- _Exercise objective_
Gather every line in the records below that contains the word "const".

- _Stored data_
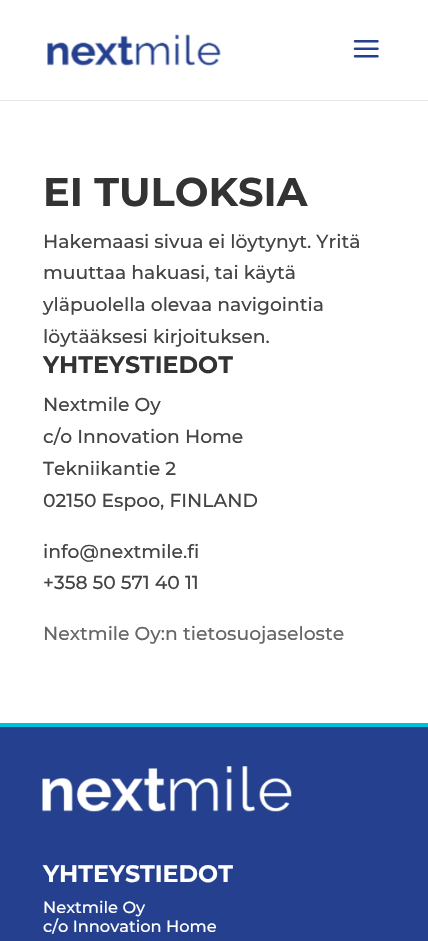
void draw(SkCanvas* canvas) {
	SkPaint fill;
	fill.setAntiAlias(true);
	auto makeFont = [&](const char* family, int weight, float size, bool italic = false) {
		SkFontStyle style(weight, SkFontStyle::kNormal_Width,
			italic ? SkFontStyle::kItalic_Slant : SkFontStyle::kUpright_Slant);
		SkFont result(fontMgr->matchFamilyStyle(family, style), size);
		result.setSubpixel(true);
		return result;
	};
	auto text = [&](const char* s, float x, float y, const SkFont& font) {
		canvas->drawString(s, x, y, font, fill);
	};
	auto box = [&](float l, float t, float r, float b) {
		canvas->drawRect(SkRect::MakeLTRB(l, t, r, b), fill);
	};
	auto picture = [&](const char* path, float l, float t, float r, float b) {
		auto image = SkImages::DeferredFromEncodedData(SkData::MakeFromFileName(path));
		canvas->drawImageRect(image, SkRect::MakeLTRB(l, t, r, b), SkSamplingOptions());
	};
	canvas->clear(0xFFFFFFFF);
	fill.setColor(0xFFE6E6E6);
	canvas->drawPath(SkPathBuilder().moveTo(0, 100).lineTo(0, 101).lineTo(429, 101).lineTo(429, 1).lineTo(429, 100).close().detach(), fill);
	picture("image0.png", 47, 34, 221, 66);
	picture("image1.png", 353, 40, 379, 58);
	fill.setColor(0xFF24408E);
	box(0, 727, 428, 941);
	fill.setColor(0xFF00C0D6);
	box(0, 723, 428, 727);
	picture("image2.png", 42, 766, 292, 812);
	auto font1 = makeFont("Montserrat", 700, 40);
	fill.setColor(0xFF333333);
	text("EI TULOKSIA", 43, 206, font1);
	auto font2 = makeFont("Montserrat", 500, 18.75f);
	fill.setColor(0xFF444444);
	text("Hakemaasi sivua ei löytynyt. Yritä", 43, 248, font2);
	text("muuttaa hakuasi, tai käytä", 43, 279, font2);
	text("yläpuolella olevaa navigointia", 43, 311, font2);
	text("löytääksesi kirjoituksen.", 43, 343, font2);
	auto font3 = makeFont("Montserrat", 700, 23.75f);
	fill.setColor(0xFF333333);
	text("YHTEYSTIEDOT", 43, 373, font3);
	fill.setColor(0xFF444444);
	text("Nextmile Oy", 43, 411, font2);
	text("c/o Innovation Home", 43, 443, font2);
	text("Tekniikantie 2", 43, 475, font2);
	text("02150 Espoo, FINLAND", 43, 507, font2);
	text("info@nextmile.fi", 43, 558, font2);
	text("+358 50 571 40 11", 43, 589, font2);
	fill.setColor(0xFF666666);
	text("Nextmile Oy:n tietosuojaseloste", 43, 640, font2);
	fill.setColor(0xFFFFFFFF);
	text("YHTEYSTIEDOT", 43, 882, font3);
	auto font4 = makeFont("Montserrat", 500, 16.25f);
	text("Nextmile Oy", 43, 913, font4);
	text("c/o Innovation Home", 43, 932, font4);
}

...

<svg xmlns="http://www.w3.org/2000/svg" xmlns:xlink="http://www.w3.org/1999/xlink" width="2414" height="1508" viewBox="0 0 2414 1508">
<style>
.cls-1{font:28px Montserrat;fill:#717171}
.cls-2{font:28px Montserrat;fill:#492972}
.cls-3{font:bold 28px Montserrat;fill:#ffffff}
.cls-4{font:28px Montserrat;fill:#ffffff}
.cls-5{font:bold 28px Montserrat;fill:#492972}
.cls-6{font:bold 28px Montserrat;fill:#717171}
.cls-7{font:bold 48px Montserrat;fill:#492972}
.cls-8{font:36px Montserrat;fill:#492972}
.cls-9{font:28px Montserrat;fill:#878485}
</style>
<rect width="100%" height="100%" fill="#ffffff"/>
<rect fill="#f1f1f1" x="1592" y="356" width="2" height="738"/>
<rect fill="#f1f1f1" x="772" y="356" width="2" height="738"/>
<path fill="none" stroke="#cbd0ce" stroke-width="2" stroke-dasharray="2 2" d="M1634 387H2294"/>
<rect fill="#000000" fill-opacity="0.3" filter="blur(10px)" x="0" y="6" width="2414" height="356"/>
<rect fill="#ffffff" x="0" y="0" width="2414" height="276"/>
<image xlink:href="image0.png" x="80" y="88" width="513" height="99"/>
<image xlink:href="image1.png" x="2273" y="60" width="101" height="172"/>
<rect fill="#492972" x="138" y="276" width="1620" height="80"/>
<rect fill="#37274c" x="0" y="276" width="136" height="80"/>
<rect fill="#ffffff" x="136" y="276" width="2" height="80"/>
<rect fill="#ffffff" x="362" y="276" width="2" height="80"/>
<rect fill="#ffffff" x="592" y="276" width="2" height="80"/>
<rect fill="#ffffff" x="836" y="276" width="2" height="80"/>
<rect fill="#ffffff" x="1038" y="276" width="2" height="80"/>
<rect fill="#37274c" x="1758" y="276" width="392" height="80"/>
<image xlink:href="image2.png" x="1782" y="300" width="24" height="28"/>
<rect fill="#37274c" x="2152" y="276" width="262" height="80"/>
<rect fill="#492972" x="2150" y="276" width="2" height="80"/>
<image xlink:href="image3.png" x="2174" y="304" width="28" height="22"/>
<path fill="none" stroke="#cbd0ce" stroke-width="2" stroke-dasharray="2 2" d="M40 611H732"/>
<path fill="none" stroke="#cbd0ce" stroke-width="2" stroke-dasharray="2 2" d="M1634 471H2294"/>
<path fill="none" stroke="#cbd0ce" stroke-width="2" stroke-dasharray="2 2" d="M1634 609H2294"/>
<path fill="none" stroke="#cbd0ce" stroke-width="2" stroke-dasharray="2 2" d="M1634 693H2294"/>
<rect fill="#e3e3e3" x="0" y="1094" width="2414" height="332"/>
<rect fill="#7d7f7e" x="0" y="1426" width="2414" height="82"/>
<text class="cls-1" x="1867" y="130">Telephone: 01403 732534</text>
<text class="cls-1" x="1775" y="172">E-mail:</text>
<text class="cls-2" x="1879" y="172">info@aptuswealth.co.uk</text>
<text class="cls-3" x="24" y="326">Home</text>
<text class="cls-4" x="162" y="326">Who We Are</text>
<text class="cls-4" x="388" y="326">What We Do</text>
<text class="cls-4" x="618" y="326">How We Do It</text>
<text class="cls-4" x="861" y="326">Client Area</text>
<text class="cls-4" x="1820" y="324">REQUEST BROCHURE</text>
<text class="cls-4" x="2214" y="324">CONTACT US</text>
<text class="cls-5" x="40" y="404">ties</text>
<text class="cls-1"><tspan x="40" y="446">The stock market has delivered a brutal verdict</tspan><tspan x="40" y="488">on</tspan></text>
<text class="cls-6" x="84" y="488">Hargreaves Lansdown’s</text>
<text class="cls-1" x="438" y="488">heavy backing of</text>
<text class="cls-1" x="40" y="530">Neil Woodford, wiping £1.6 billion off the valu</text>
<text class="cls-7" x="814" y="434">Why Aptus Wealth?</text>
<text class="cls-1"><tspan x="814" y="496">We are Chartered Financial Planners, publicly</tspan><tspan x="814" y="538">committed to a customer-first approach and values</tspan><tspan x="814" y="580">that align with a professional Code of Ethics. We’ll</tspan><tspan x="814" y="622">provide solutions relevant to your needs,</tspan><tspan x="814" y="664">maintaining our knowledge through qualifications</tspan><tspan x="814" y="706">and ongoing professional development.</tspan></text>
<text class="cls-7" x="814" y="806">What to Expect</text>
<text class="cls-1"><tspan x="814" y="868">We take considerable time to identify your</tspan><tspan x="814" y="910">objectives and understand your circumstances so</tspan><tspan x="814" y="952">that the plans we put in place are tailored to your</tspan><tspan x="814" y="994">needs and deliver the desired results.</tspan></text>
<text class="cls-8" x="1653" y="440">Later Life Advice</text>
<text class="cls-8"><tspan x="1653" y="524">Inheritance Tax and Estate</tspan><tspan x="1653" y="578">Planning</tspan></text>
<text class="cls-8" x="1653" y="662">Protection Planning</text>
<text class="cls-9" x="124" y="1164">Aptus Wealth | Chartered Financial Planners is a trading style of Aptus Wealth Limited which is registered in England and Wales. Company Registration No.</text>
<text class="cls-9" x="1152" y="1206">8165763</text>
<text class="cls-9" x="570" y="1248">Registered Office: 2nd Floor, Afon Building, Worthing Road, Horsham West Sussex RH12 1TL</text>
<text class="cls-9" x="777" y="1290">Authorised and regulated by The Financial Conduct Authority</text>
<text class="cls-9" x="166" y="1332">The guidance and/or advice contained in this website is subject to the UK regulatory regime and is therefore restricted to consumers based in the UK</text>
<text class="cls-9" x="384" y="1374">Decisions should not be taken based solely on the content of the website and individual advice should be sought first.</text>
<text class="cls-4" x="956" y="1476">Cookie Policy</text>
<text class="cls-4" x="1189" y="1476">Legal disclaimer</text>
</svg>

- _Answer to this exercise_
	auto makeFont = [&](const char* family, int weight, float size, bool italic = false) {
	auto text = [&](const char* s, float x, float y, const SkFont& font) {
	auto picture = [&](const char* path, float l, float t, float r, float b) {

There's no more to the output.